Flattery and Whining

William Gass

  • The Book of Prefaces edited by Alasdair Gray
    Bloomsbury, 639 pp, £35.00, May 2000, ISBN 0 7475 4443 3

Alasdair Gray has opened his Book of Prefaces with what he calls an Advertisement and followed that with an essay ‘On What Led to English Literature’. Since he deliberately does not distinguish between the various sorts of front matter a volume may contain, both might be characterised as prefaces. I encountered this laxity with some dismay, although I understand it. The editor did not wish to inhibit his choices of materials by drawing lines none of his examples would obey anyway, or slow his process of selection with quibbles. Nevertheless, to protest sloppy common usage, I think the necessary distinctions should be made.

A prologue imparts information that is necessary for the reader to have before beginning a book or watching a performance. The narrative aria that opens Tristan und Isolde tells us the story up to the point at which the curtain rises. The Prologue to The Canterbury Tales describes the occasion for the tale it will frame and ‘introduces’ the cast of characters. Prologues are true ‘openings’ and therefore more essential to the main text than other introductory bits and pieces, which resemble those souvenir shops on the walk to San Michel that may entice readers to dally on their way. If the main text is in verse, the prologue will feel obliged to follow suit. It should never be by anyone other than the author, though it may be delivered by a ‘prologuer’ as in Henry V, or by a character in the book, play or opera, as in Pagliacci, or by the author under another name.

Carried away by prologomania, Chaucer writes prologues for his knight, his knight’s squire, his prioress, his friar, his monk, his lawyer, his clerk, his merchant, his carpenter, his cook and so on, including, thank heaven, his good wife from Bath, whose virtue most immediately is that she enables the poet to rhyme ‘deef’ and ‘Ypres’ within the first four lines – and internally to boot. Happily, Gray includes all of them in The Book of Prefaces, as well as the stirring Prologue to Piers Plowman. This is poetry which proves that powerful verse needn’t be politically puny and pusillanimous just because it alliterates, while demonstrating how the deserved vilification of a politician in one period will fit others in other times equally well, corrupt and incompetent governance being drearily the same for every age. Enjoy the lines in which rats consider belling the cat, for instance. An updated English accompanies the original text to facilitate the pleasure.

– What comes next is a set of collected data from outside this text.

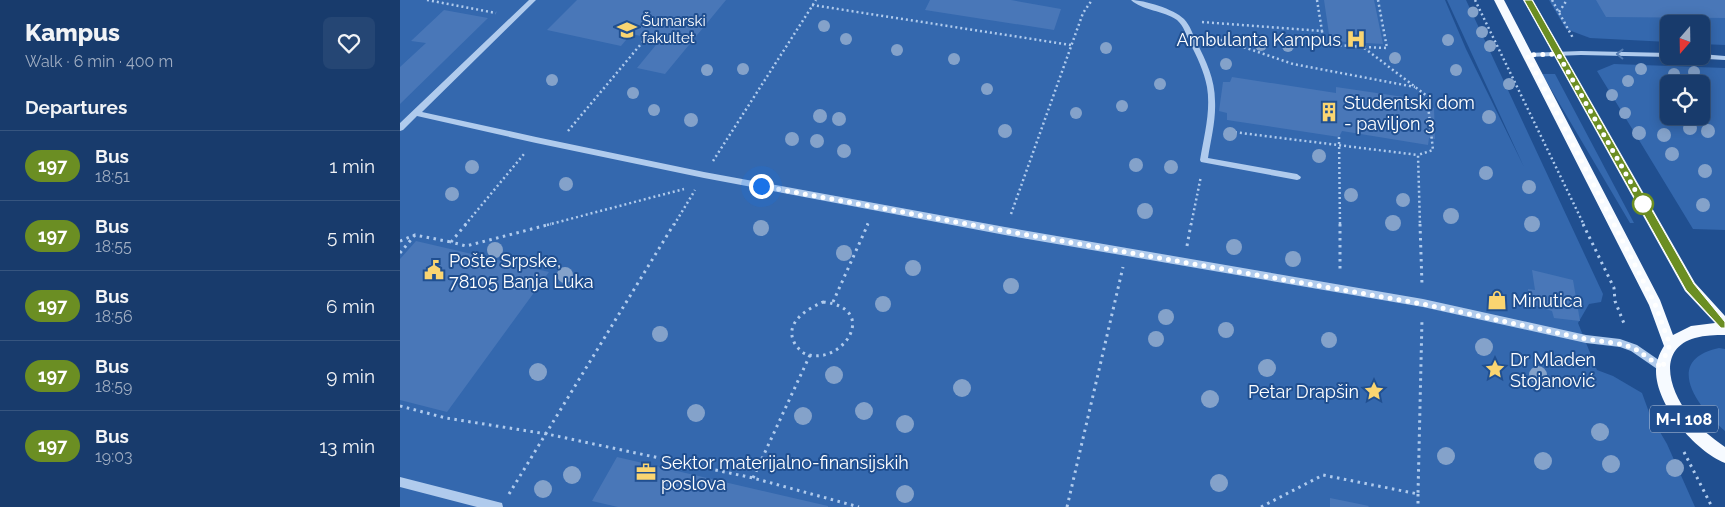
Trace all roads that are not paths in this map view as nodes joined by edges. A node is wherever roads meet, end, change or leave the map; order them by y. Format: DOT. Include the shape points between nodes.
graph roads {
  1 [pos="533,0"];
  2 [pos="1134,0"];
  3 [pos="1499,0"];
  4 [pos="1528,0"];
  5 [pos="1558,54"];
  6 [pos="1527,55"];
  7 [pos="1660,56"];
  8 [pos="1710,57"];
  9 [pos="1725,58"];
  10 [pos="416,113"];
  11 [pos="400,128"];
  12 [pos="1297,177"];
  13 [pos="1725,325"];
  14 [pos="1725,330"];
  15 [pos="1670,345"];
  16 [pos="1663,368"];
  17 [pos="1725,456"];
  18 [pos="400,482"];
  19 [pos="502,503"];
  1 -- 10 [label="street"];
  2 -- 12 [label="street" via="1182,20 1204,61 1213,104 1204,160"];
  3 -- 6 [label="main road"];
  4 -- 5 [label="main road"];
  5 -- 6 [label="street"];
  7 -- 5 [label="street, one-way"];
  5 -- 13 [label="main road" via="1690,287"];
  6 -- 15 [label="main road" via="1655,304"];
  8 -- 9 [label="street"];
  10 -- 11 [label="street"];
  10 -- 16 [label="street" via="704,175 1423,304 1620,344 1634,348"];
  14 -- 15 [label="main road" via="1694,330"];
  15 -- 16 [label="main road, M-I 108"];
  16 -- 17 [label="main road, M-I 108" via="1665,386 1674,405 1693,430"];
  18 -- 19 [label="street"];
}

A prolegomenon is a simplified version of a more complicated text or theory; it is therefore something like an ‘introductory course’. It covers the main points, leaving out only subtleties and details. The prolegomenon can therefore substitute for the text if you are in a hurry, or can, in some cases, serve as the only text, because, for a prolegomenon, it is the ideas that count. A prolegomenon suggests an intimacy with the thoughts which concern it that only their author might be expected to possess. Immanuel Kant’s Prolegomena to Any Future Metaphysics is an example – maybe the only one.

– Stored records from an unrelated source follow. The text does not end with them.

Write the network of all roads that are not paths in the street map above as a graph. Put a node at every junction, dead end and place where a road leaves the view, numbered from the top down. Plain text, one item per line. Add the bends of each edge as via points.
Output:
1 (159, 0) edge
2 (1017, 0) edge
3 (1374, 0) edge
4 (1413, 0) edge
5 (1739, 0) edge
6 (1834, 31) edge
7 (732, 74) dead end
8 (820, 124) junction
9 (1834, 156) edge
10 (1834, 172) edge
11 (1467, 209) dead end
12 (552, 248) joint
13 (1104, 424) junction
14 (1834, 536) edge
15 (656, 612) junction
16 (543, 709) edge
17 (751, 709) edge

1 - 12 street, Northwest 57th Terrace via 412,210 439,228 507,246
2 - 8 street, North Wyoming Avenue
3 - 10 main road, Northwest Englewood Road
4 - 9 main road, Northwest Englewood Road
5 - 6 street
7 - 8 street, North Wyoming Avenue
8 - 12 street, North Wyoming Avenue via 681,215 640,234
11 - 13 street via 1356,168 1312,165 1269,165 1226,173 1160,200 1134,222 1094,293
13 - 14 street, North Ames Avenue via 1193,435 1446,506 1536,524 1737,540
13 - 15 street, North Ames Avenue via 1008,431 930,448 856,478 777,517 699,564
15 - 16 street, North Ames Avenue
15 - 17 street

A preface explains the meaning, nature, history or importance of the text, preparing the reader to engage it in a resourceful rather than a dilatory manner, as Granville-Barker’s Prefaces to Shakespeare do. A preface should mean business, but it is not a reduction of its text to bite size. Usually, the works of dead authors get prefaces written by scholars. Imagine the hyena explaining to the jackal the finer qualities of what it is about to eat.

Each of the addenda that concern us here could conceivably be published independently of its home text. This happens, particularly, to prolegomena. They are then said (by me) to be untethered. That is why some of the selections in The Book of Prefaces seem sufficient and complete in themselves and others feel fragmentary and rather lost. The selections are frequently abridged and sometimes both banks are omitted.

The forematter to a main text may on occasion be so forceful, so trenchant, so outrageous that it outcrescendos the piece to follow, and in after days only the overture is played, say it’s by von Suppé or Rossini, leaving the opera that occasioned it in wholesome oblivion. A literary example is Théophile Gautier’s preface to Mademoiselle de Maupin, though it ignores all my splendid distinctions ‘twixt foreword, intro and preface as if I hadn’t made them yet. Gautier’s extended polemic has very little to do with the novel itself. It was, in fact, written to lengthen the total text so that it might be issued in two volumes, and would have been better called a fusillade. His attack on the utilitarian character of the bourgeoisie came to be regarded, after May 1834, as Modernism’s opening – well – fusillade. Synge’s preface to The Playboy of the Western World has known a fame equal to the play. Wordsworth’s Preface to the Lyrical Ballads approaches it.

Although every one of these pieces of prior matter is made of language, only prefaces and forewords must announce an oncoming text. Persons can be introduced, prologues can precede plays, prolegomena run in front of theories. However, a foreword requires a written or printed work it can be the ‘fore’ of. I can say ‘Let me preface my remarks …’ but I cannot permit myself to foreword them. It has been said that the golfer’s cry of ‘fore!’ heralds the ball the way the ‘fore!’ of a text warns of the word.